*Information*
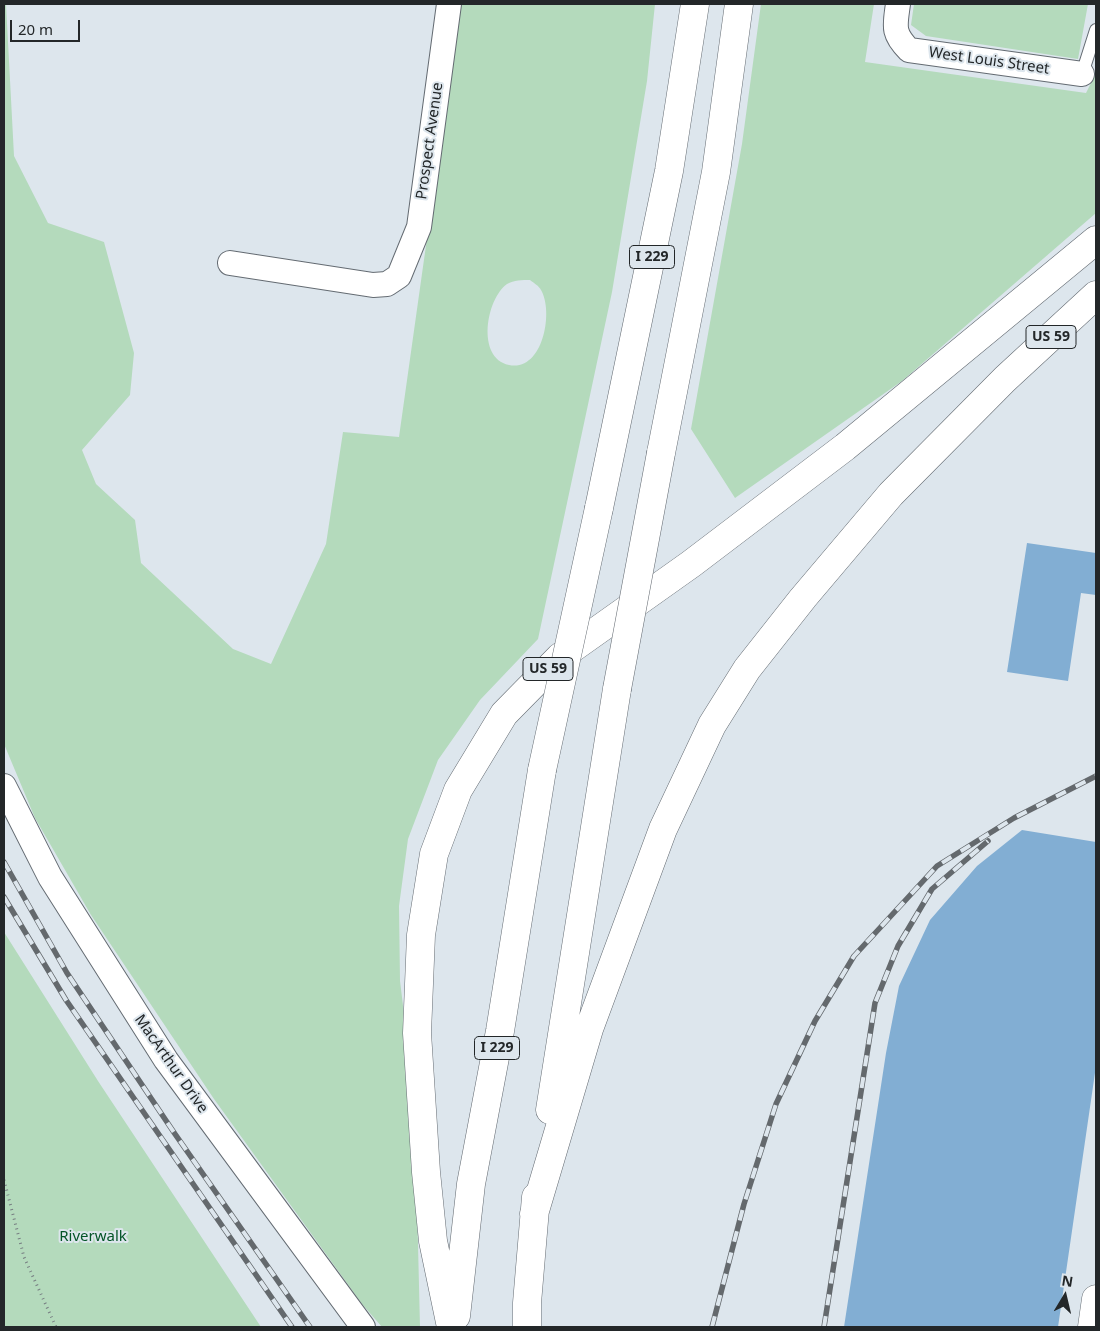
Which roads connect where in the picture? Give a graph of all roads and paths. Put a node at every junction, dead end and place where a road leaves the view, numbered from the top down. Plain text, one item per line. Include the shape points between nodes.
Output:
1 (449, 4) edge
2 (695, 4) edge
3 (739, 4) edge
4 (898, 4) edge
5 (1096, 30) edge
6 (1082, 74) joint
7 (1096, 240) edge
8 (230, 263) dead end
9 (1096, 295) edge
10 (4, 786) edge
11 (4, 1180) edge
12 (534, 1214) junction
13 (1096, 1299) edge
14 (56, 1327) edge
15 (363, 1327) edge
16 (453, 1327) edge
17 (527, 1327) edge
18 (1092, 1327) edge

1 - 8 street, Prospect Avenue via 419,227 399,276 387,284 373,285
2 - 16 main road, I 229, bridge via 669,171 542,770 500,1031 471,1184
3 - 12 main road, I 229, bridge via 716,172 617,689
4 - 6 street, West Louis Street via 895,28 900,41 909,50
5 - 6 lane
7 - 16 main road, US 59 via 845,446 691,564 560,656 504,714 458,790 434,854 422,935 417,1033 433,1241
9 - 12 main road, US 59 via 1005,379 891,494 747,669 712,726 663,829 592,1020
10 - 15 street, MacArthur Drive via 50,877 166,1060
11 - 14 path via 24,1258
12 - 17 main road, I 229
13 - 18 main road

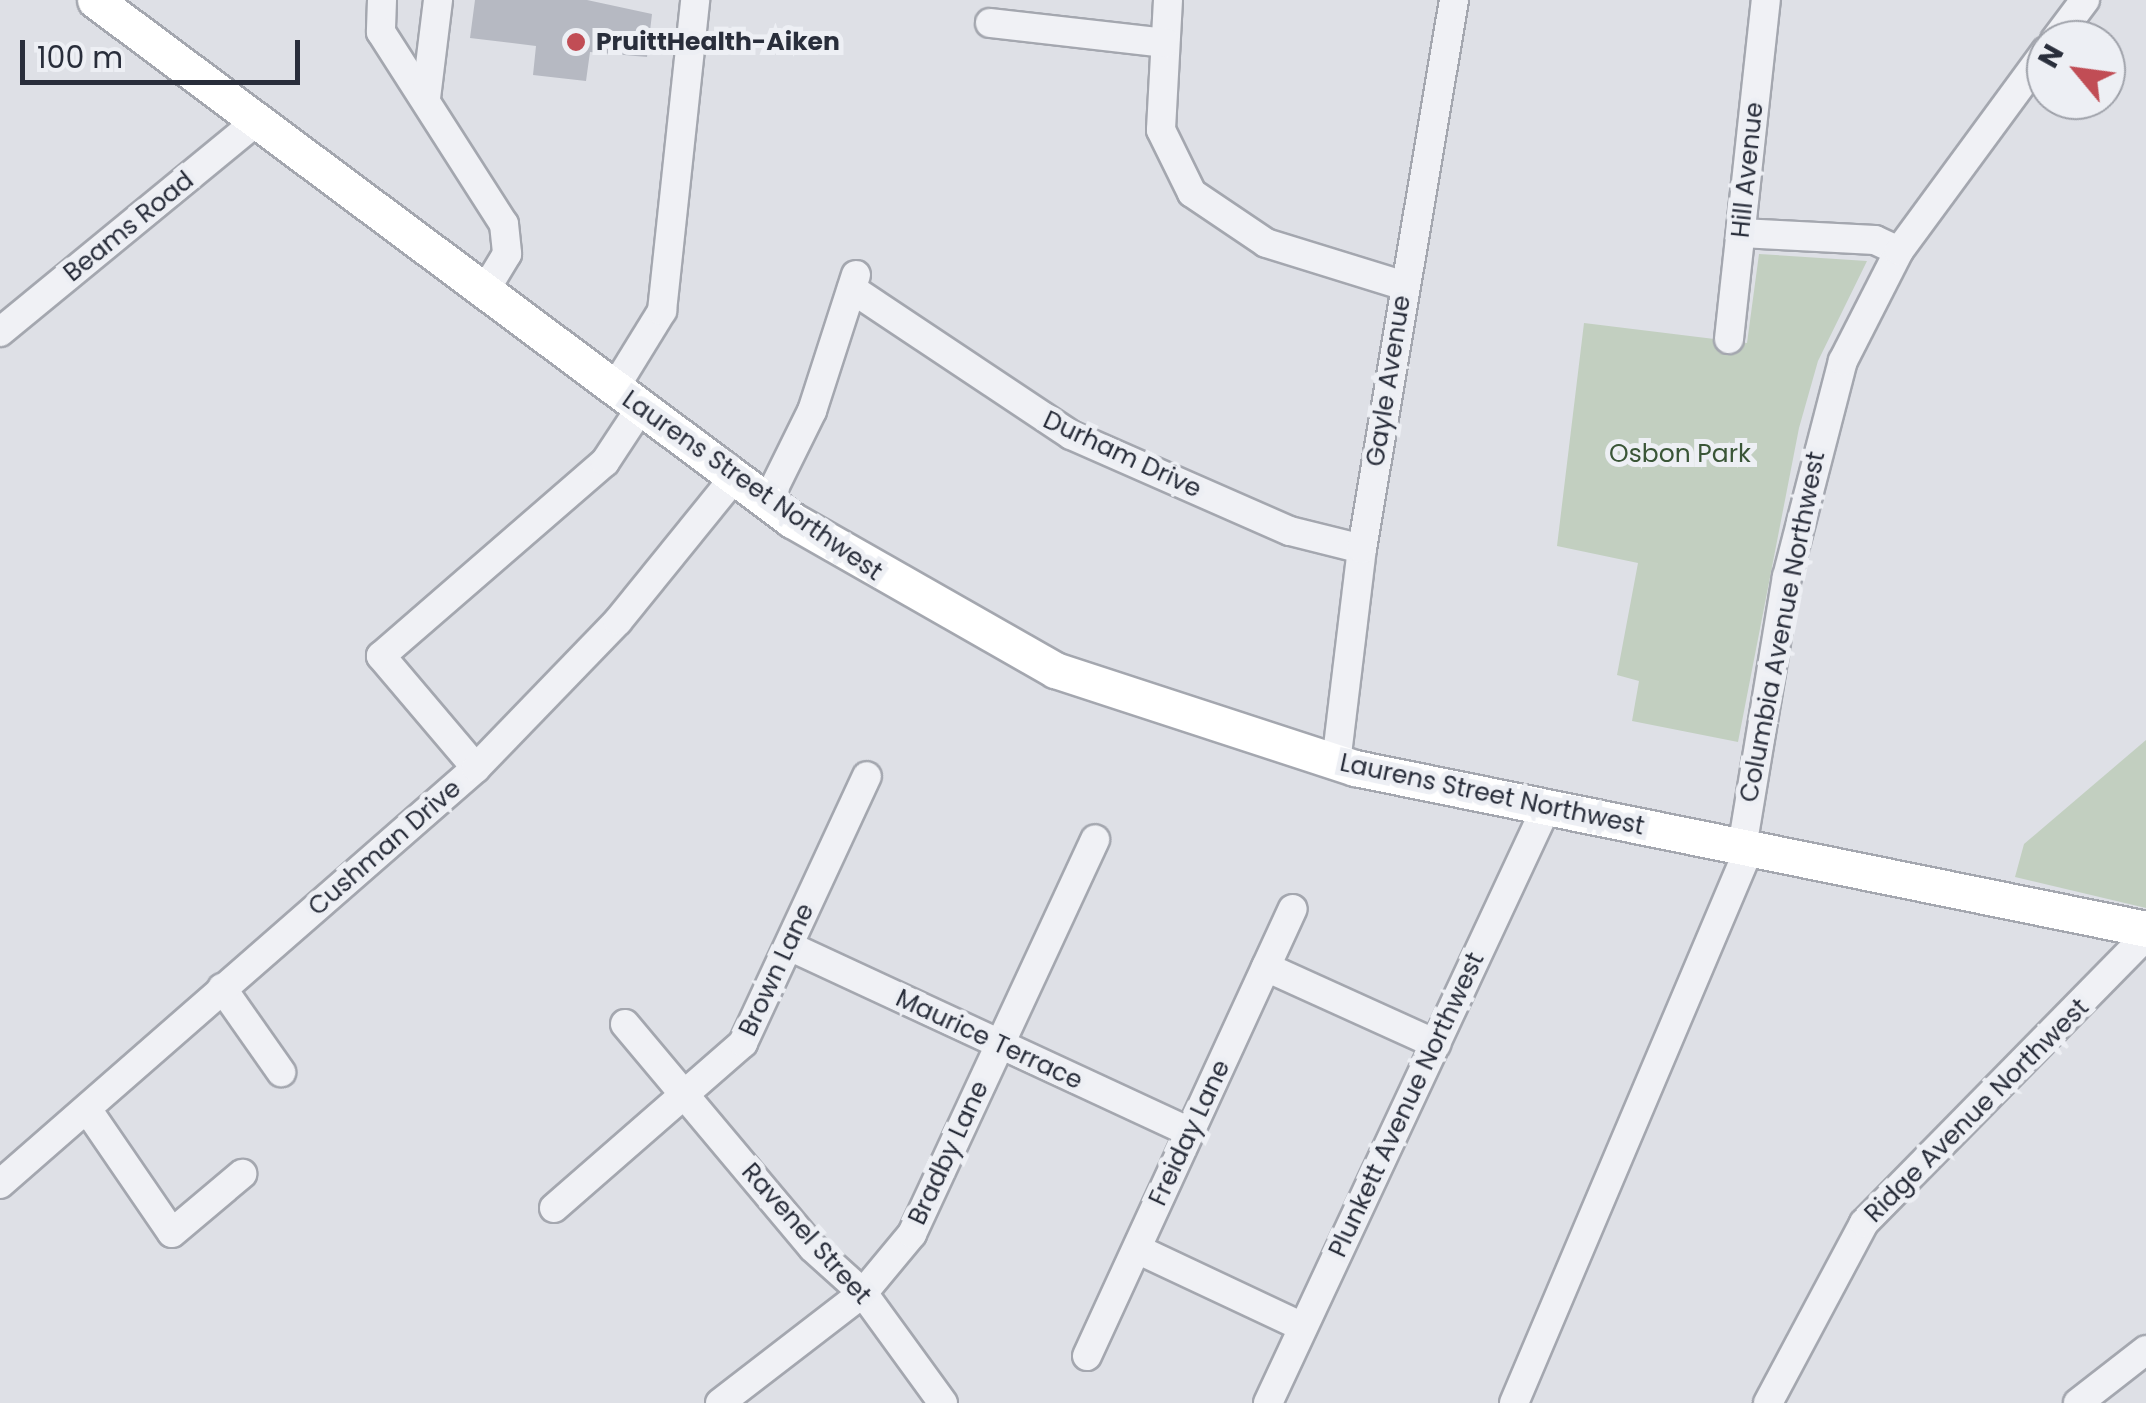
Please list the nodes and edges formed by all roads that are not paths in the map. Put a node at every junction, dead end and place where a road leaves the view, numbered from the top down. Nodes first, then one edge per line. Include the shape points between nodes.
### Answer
1 (95, 0) edge
2 (382, 0) edge
3 (438, 0) edge
4 (695, 0) edge
5 (1168, 0) edge
6 (1454, 0) edge
7 (1766, 0) edge
8 (990, 23) dead end
9 (1165, 44) junction
10 (2026, 79) edge
11 (426, 98) junction
12 (258, 121) junction
13 (1742, 233) junction
14 (1899, 251) junction
15 (1405, 286) junction
16 (484, 292) junction
17 (0, 332) edge
18 (1729, 339) dead end
19 (627, 399) junction
20 (734, 478) junction
21 (768, 502) junction
22 (1362, 549) junction
23 (1336, 763) junction
24 (476, 768) junction
25 (867, 776) dead end
26 (1546, 808) junction
27 (1096, 839) dead end
28 (1746, 848) junction
29 (1293, 909) dead end
30 (2146, 932) edge
31 (789, 946) junction
32 (1266, 968) junction
33 (222, 988) junction
34 (626, 1024) dead end
35 (1000, 1044) junction
36 (1436, 1044) junction
37 (281, 1072) dead end
38 (690, 1096) junction
39 (87, 1109) junction
40 (1190, 1132) junction
41 (242, 1174) dead end
42 (0, 1184) edge
43 (554, 1208) dead end
44 (1137, 1249) junction
45 (863, 1293) junction
46 (1304, 1328) junction
47 (2146, 1350) edge
48 (1087, 1356) dead end
49 (2097, 1397) edge
50 (720, 1403) edge
51 (944, 1403) edge
52 (1268, 1403) edge
53 (1514, 1403) edge
54 (1768, 1403) edge

1 - 12 main road, Laurens Street Northwest
2 - 11 street via 382,32
3 - 11 street
4 - 19 street via 662,311
5 - 9 street
6 - 15 street, Gayle Avenue
7 - 13 street, Hill Avenue
8 - 9 street
9 - 15 street via 1161,130 1192,193 1266,242
10 - 14 street, Columbia Avenue Northwest
11 - 16 street via 504,224 507,254
12 - 16 main road, Laurens Street Northwest
12 - 17 street, Beams Road
13 - 14 street via 1875,240
13 - 18 street, Hill Avenue
14 - 28 street, Columbia Avenue Northwest via 1857,325 1817,442
15 - 22 street, Gayle Avenue
16 - 19 main road, Laurens Street Northwest
19 - 20 main road, Laurens Street Northwest
19 - 24 street via 605,462 381,656
20 - 21 main road, Laurens Street Northwest
20 - 24 street, Cushman Drive via 618,621
21 - 22 street, Durham Drive via 812,411 854,282 1071,435 1290,531
21 - 23 main road, Laurens Street Northwest via 887,581 1055,670
22 - 23 street, Gayle Avenue
23 - 26 main road, Laurens Street Northwest
24 - 33 street, Cushman Drive
25 - 31 street, Brown Lane
26 - 28 main road, Laurens Street Northwest
26 - 36 street, Plunkett Avenue Northwest
27 - 35 street, Bradby Lane
28 - 30 main road, Laurens Street Northwest
28 - 53 street, Columbia Avenue Northwest
29 - 32 street, Freiday Lane
30 - 54 street, Ridge Avenue Northwest via 1864,1223
31 - 35 street, Maurice Terrace
31 - 38 street, Brown Lane via 743,1044
32 - 36 street
32 - 40 street, Freiday Lane
33 - 37 street
33 - 39 street, Cushman Drive
34 - 38 street, Ravenel Street
35 - 40 street, Maurice Terrace
35 - 45 street, Bradby Lane via 924,1214
36 - 46 street, Plunkett Avenue Northwest
38 - 43 street, Brown Lane
38 - 45 street, Ravenel Street via 813,1248
39 - 41 street via 172,1233
39 - 42 street, Cushman Drive
40 - 44 street, Freiday Lane
44 - 46 street
44 - 48 street, Freiday Lane
45 - 50 street, Bradby Lane
45 - 51 street, Ravenel Street
46 - 52 street, Plunkett Avenue Northwest
47 - 49 street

*Task item*
Each record must be set down again without alteration, and no picture may be carried over.

*Solution to this exercise*
Which roads connect where in the picture? Give a graph of all roads and paths. Put a node at every junction, dead end and place where a road leaves the view, numbered from the top down. Plain text, one item per line. Include the shape points between nodes.
Output:
1 (449, 4) edge
2 (695, 4) edge
3 (739, 4) edge
4 (898, 4) edge
5 (1096, 30) edge
6 (1082, 74) joint
7 (1096, 240) edge
8 (230, 263) dead end
9 (1096, 295) edge
10 (4, 786) edge
11 (4, 1180) edge
12 (534, 1214) junction
13 (1096, 1299) edge
14 (56, 1327) edge
15 (363, 1327) edge
16 (453, 1327) edge
17 (527, 1327) edge
18 (1092, 1327) edge

1 - 8 street, Prospect Avenue via 419,227 399,276 387,284 373,285
2 - 16 main road, I 229, bridge via 669,171 542,770 500,1031 471,1184
3 - 12 main road, I 229, bridge via 716,172 617,689
4 - 6 street, West Louis Street via 895,28 900,41 909,50
5 - 6 lane
7 - 16 main road, US 59 via 845,446 691,564 560,656 504,714 458,790 434,854 422,935 417,1033 433,1241
9 - 12 main road, US 59 via 1005,379 891,494 747,669 712,726 663,829 592,1020
10 - 15 street, MacArthur Drive via 50,877 166,1060
11 - 14 path via 24,1258
12 - 17 main road, I 229
13 - 18 main road

Please list the nodes and edges formed by all roads that are not paths in the map. Put a node at every junction, dead end and place where a road leaves the view, numbered from the top down. Nodes first, then one edge per line. Include the shape points between nodes.
### Answer
1 (95, 0) edge
2 (382, 0) edge
3 (438, 0) edge
4 (695, 0) edge
5 (1168, 0) edge
6 (1454, 0) edge
7 (1766, 0) edge
8 (990, 23) dead end
9 (1165, 44) junction
10 (2026, 79) edge
11 (426, 98) junction
12 (258, 121) junction
13 (1742, 233) junction
14 (1899, 251) junction
15 (1405, 286) junction
16 (484, 292) junction
17 (0, 332) edge
18 (1729, 339) dead end
19 (627, 399) junction
20 (734, 478) junction
21 (768, 502) junction
22 (1362, 549) junction
23 (1336, 763) junction
24 (476, 768) junction
25 (867, 776) dead end
26 (1546, 808) junction
27 (1096, 839) dead end
28 (1746, 848) junction
29 (1293, 909) dead end
30 (2146, 932) edge
31 (789, 946) junction
32 (1266, 968) junction
33 (222, 988) junction
34 (626, 1024) dead end
35 (1000, 1044) junction
36 (1436, 1044) junction
37 (281, 1072) dead end
38 (690, 1096) junction
39 (87, 1109) junction
40 (1190, 1132) junction
41 (242, 1174) dead end
42 (0, 1184) edge
43 (554, 1208) dead end
44 (1137, 1249) junction
45 (863, 1293) junction
46 (1304, 1328) junction
47 (2146, 1350) edge
48 (1087, 1356) dead end
49 (2097, 1397) edge
50 (720, 1403) edge
51 (944, 1403) edge
52 (1268, 1403) edge
53 (1514, 1403) edge
54 (1768, 1403) edge

1 - 12 main road, Laurens Street Northwest
2 - 11 street via 382,32
3 - 11 street
4 - 19 street via 662,311
5 - 9 street
6 - 15 street, Gayle Avenue
7 - 13 street, Hill Avenue
8 - 9 street
9 - 15 street via 1161,130 1192,193 1266,242
10 - 14 street, Columbia Avenue Northwest
11 - 16 street via 504,224 507,254
12 - 16 main road, Laurens Street Northwest
12 - 17 street, Beams Road
13 - 14 street via 1875,240
13 - 18 street, Hill Avenue
14 - 28 street, Columbia Avenue Northwest via 1857,325 1817,442
15 - 22 street, Gayle Avenue
16 - 19 main road, Laurens Street Northwest
19 - 20 main road, Laurens Street Northwest
19 - 24 street via 605,462 381,656
20 - 21 main road, Laurens Street Northwest
20 - 24 street, Cushman Drive via 618,621
21 - 22 street, Durham Drive via 812,411 854,282 1071,435 1290,531
21 - 23 main road, Laurens Street Northwest via 887,581 1055,670
22 - 23 street, Gayle Avenue
23 - 26 main road, Laurens Street Northwest
24 - 33 street, Cushman Drive
25 - 31 street, Brown Lane
26 - 28 main road, Laurens Street Northwest
26 - 36 street, Plunkett Avenue Northwest
27 - 35 street, Bradby Lane
28 - 30 main road, Laurens Street Northwest
28 - 53 street, Columbia Avenue Northwest
29 - 32 street, Freiday Lane
30 - 54 street, Ridge Avenue Northwest via 1864,1223
31 - 35 street, Maurice Terrace
31 - 38 street, Brown Lane via 743,1044
32 - 36 street
32 - 40 street, Freiday Lane
33 - 37 street
33 - 39 street, Cushman Drive
34 - 38 street, Ravenel Street
35 - 40 street, Maurice Terrace
35 - 45 street, Bradby Lane via 924,1214
36 - 46 street, Plunkett Avenue Northwest
38 - 43 street, Brown Lane
38 - 45 street, Ravenel Street via 813,1248
39 - 41 street via 172,1233
39 - 42 street, Cushman Drive
40 - 44 street, Freiday Lane
44 - 46 street
44 - 48 street, Freiday Lane
45 - 50 street, Bradby Lane
45 - 51 street, Ravenel Street
46 - 52 street, Plunkett Avenue Northwest
47 - 49 street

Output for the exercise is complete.